I know that 900 MW is a value of power which is not work

I know that |QH| is 2.8 E8 J/kg but I do not like the units for this, J/kg, as I thought Q was measured in joules only...

How do I find the work done?

## Answers and Replies

Homework Helper
Consider one second of time. 900 MJ of energy is produced, so |W|=900 MJ. e is the total efficiency of the entire system, first and second engine combined. Once you get |QH|, remember that this is the energy used per second.

GreenPrint
but it's the power done not the work
900 MW of power
hmmmm ok hold up

Homework Helper
I know, but you can always consider the energy expended in a single second of time. After all, that's what power is: energy expended in a single second of time!

If you want, you can rearrange e = |W|/|QH| into |QH| * e = |W|. Take the time derivative of both sides and you get e*d(|QH|)/dt = d|W|/dt: in other words, the rate of heat usage times e is equal to the power generated. If you don't know what a time derivative is or what I'm talking about, don't worry about it; you aren't required to know this.

GreenPrint
ok so I got for |QH| 2816 E 7 J were do I go from here
hmmm hold up

GreenPrint
Ok so I'm doing this wrong lets see here

GreenPrint
e ideal = 1 - TL/TH = 1 - 703.16 K/953.16 K = .2623 [first engine]
e = .65 (e ideal) = .65(.2623) = .1705 [first engine]

e ideal = 1 - TL/TH = 1 - 533.16 K/688.16 K = .2252 [second engine]
e = .65 (e ideal) = .65 (.2522) = .1639 [second engine]

GreenPrint
e = .1705 + .1639 = .3344 [system]
P = W/t = 900 MW = W/1 s
then
W = 900 MW (1 s)
seconds cancle out I'm getting
900 MJ for |W|

Homework Helper
e ideal = 1 - TL/TH = 1 - 533.16 K/688.16 K = .2252 [second engine]

533 K corresponds to 260 C. Is it 260 or 280?

GreenPrint
e = |W|/|QH|
then
|QH| = |W|/e = (900 MJ)/.3344 = 2691 J

Homework Helper
e = .1705 + .1639 = .3344 [system]

That's not right. Suppose an amount of energy, Q, goes into the first engine. Q*e_1 gets spat out as work and goes into the second engine. Then, Q*e_1*e_2 gets spat out as work. So the total efficiency is e1*e2, not e1+e2.

GreenPrint
It was 280 in the problem

GreenPrint
That's not right. Suppose an amount of energy, Q, goes into the first engine. Q*e_1 gets spat out as work and goes into the second engine. Then, Q*e_1*e_2 gets spat out as work. So the total efficiency is e1*e2, not e1+e2.

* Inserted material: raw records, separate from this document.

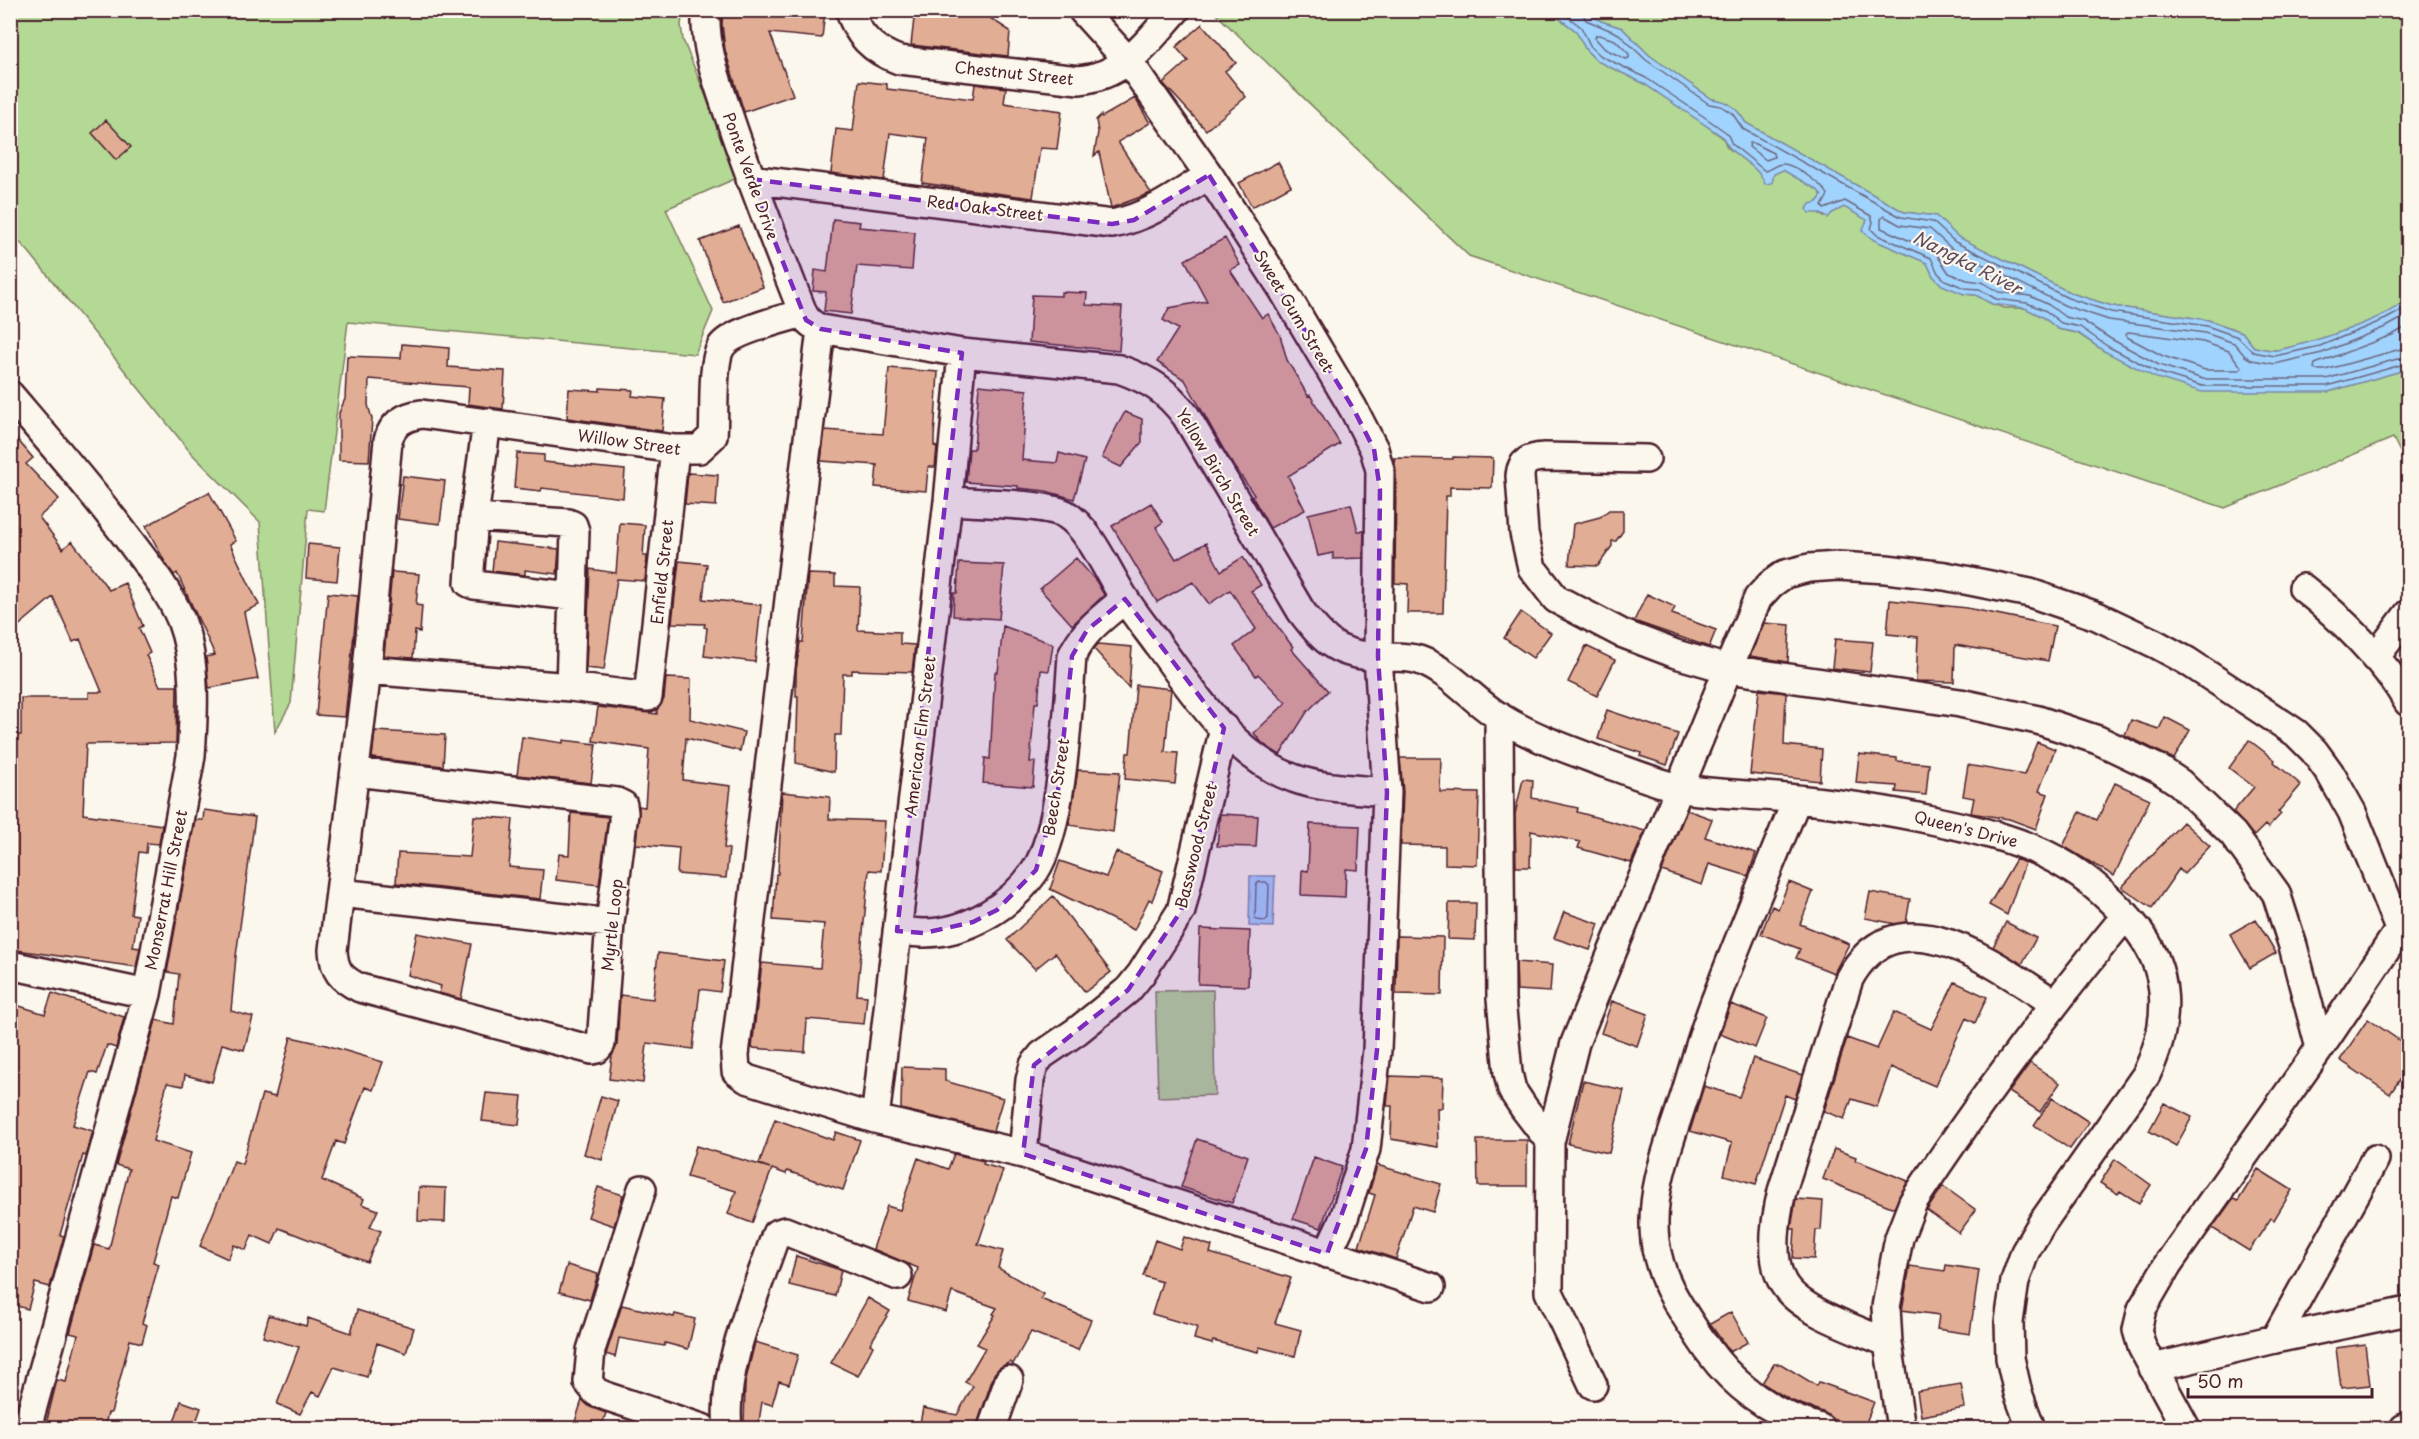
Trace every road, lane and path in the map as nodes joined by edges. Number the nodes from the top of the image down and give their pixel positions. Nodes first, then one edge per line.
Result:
1 (706, 10) edge
2 (850, 10) edge
3 (1082, 10) edge
4 (1176, 10) edge
5 (1129, 62) junction
6 (1209, 175) junction
7 (750, 178) junction
8 (812, 321) junction
9 (962, 353) junction
10 (10, 395) edge
11 (487, 422) junction
12 (675, 449) junction
13 (1646, 459) dead end
14 (948, 501) junction
15 (474, 517) junction
16 (2303, 588) dead end
17 (573, 596) junction
18 (1125, 599) junction
19 (2409, 614) edge
20 (1378, 657) junction
21 (2376, 658) junction
22 (1728, 669) junction
23 (367, 670) junction
24 (1456, 681) joint
25 (570, 687) junction
26 (2409, 702) edge
27 (1499, 716) junction
28 (1224, 728) junction
29 (356, 771) junction
30 (1679, 788) junction
31 (1387, 792) junction
32 (1797, 799) junction
33 (340, 893) junction
34 (2126, 915) junction
35 (610, 923) junction
36 (2404, 923) edge
37 (897, 930) junction
38 (10, 965) edge
39 (147, 994) junction
40 (2054, 1004) junction
41 (2320, 1048) junction
42 (874, 1119) junction
43 (1550, 1142) junction
44 (1023, 1154) junction
45 (2375, 1159) dead end
46 (642, 1189) dead end
47 (1327, 1254) junction
48 (898, 1276) dead end
49 (1431, 1287) dead end
50 (2409, 1311) edge
51 (2275, 1339) junction
52 (1888, 1343) junction
53 (2153, 1368) junction
54 (1009, 1380) dead end
55 (1593, 1385) dead end
56 (2409, 1427) edge
57 (27, 1428) edge
58 (702, 1428) edge
59 (729, 1428) edge
60 (992, 1428) edge
61 (1820, 1428) edge
62 (1901, 1428) edge
63 (2031, 1428) edge
64 (2186, 1428) edge
65 (2404, 1428) edge

1 - 7 street, Ponte Verde Drive
2 - 5 street, Chestnut Street
3 - 5 street, Sweet Gum Street
4 - 5 street, Chestnut Street
5 - 6 street, Sweet Gum Street
6 - 7 street, Red Oak Street
6 - 20 street, Sweet Gum Street
7 - 8 street, Ponte Verde Drive
8 - 9 street, Yellow Birch Street
8 - 12 street, Willow Street
8 - 42 street
9 - 14 street, American Elm Street
9 - 20 street, Yellow Birch Street
10 - 39 street, Monserrat Hill Street
11 - 12 street, Willow Street
11 - 15 street
11 - 23 street, Willow Street
12 - 25 street, Enfield Street
13 - 22 street
14 - 18 street
14 - 37 street, American Elm Street
15 - 17 street
15 - 17 street
16 - 21 street
17 - 25 street
18 - 28 street
18 - 37 street, Beech Street
19 - 21 street
20 - 24 street, Yellow Birch Street
20 - 31 street, Sweet Gum Street
21 - 26 street
22 - 30 street
22 - 36 street
22 - 41 street
23 - 25 street
23 - 29 street
24 - 27 street, Queen's Drive
27 - 30 street, Queen's Drive
27 - 43 street
28 - 31 street
28 - 44 street, Basswood Street
29 - 33 street
29 - 35 street, Myrtle Loop
30 - 32 street, Queen's Drive
30 - 43 street
31 - 47 street, Sweet Gum Street
32 - 34 street, Queen's Drive
32 - 61 street
33 - 35 street
33 - 35 street, Myrtle Loop
34 - 40 street
34 - 63 street, Queen's Drive
36 - 41 street
37 - 42 street, American Elm Street
38 - 39 street
39 - 57 street, Monserrat Hill Street
40 - 52 street
40 - 52 street
41 - 53 street
42 - 44 street
43 - 55 street
44 - 47 street
45 - 51 street
46 - 58 street
47 - 49 street
48 - 59 street
50 - 51 street
51 - 53 street
52 - 62 street
53 - 64 street
54 - 60 street
56 - 65 street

ok intersection and union...
makes sense lets see now then...

Homework Helper
It was 280 in the problem

OK, so it's 553 K and not 533 K.

GreenPrint
e = e_1 intersection e_2 = (.1705) .1639 = .0279 [system]
that does not seem correct :O

Homework Helper
Well, you have to repeat the calculation for e2 because, as I was saying, you used 533 K for the temperature when it should be 553 K. Other than that, you calculation is correct. You're right that this efficiency is unrealistically low; Google tells me that coal-fired plants typically have an efficiency of 30-50%.

GreenPrint
e = |W|/|Q_H|
then |Q_H| = |W|/e = 500 MJ/.0279 = 1.792 E 10 J

GreenPrint
Well, you have to repeat the calculation for e2 because, as I was saying, you used 533 K for the temperature when it should be 553 K. Other than that, you calculation is correct. You're right that this efficiency is unrealistically low; Google tells me that coal-fired plants typically have an efficiency of 30-50%.

I'm lost...

ok the T_L for the second engine was 280 degrees Celceius

Kelvin = degrees Celceius + 273.16
= 280 degrees Celceius + 273.16
= 533.16 K
What am I doing wrong here?

GreenPrint
1.792 E 10 J /(2.8 E 7 J/Kg)

I'm getting 640 Kg of coal every second?

GreenPrint
Chapter 20: 18

18.First, find the efficiencies of each engine. That’ll make things easier later and help you fill in more information on your diagram. You should find an efficiency of 17.1% for the first engine and an efficiency of 12.8% for the second. Worth noting is the fact that the output of the first engine is the input of the first (or, QL1 = QH2). That means that the work done by the first engine is 17.1% of the energy fed into the first engine, and the work done by the second engine is 12.8% of the wasted heat from the first engine. If your diagram doesn’t make sense at this point, eMail me.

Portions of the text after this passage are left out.